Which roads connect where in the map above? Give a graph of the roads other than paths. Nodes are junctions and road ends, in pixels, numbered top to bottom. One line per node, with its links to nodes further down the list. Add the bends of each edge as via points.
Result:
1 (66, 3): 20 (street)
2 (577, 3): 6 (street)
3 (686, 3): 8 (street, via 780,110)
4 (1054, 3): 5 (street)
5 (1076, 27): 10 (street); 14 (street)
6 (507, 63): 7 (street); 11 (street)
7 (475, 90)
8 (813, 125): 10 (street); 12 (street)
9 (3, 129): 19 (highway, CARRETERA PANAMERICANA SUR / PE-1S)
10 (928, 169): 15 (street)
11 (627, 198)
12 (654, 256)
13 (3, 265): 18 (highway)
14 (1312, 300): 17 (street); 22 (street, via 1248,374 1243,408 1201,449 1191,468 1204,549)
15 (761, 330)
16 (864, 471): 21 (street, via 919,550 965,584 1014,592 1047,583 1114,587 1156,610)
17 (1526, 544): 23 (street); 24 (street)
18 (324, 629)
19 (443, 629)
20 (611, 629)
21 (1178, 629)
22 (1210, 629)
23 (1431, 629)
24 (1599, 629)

▸ ABOUT THIS TASK: Each record above has to be printed again, word for word.

▸ WRITTEN ANSWER:
Which roads connect where in the map above? Give a graph of the roads other than paths. Nodes are junctions and road ends, in pixels, numbered top to bottom. One line per node, with its links to nodes further down the list. Add the bends of each edge as via points.
Result:
1 (66, 3): 20 (street)
2 (577, 3): 6 (street)
3 (686, 3): 8 (street, via 780,110)
4 (1054, 3): 5 (street)
5 (1076, 27): 10 (street); 14 (street)
6 (507, 63): 7 (street); 11 (street)
7 (475, 90)
8 (813, 125): 10 (street); 12 (street)
9 (3, 129): 19 (highway, CARRETERA PANAMERICANA SUR / PE-1S)
10 (928, 169): 15 (street)
11 (627, 198)
12 (654, 256)
13 (3, 265): 18 (highway)
14 (1312, 300): 17 (street); 22 (street, via 1248,374 1243,408 1201,449 1191,468 1204,549)
15 (761, 330)
16 (864, 471): 21 (street, via 919,550 965,584 1014,592 1047,583 1114,587 1156,610)
17 (1526, 544): 23 (street); 24 (street)
18 (324, 629)
19 (443, 629)
20 (611, 629)
21 (1178, 629)
22 (1210, 629)
23 (1431, 629)
24 (1599, 629)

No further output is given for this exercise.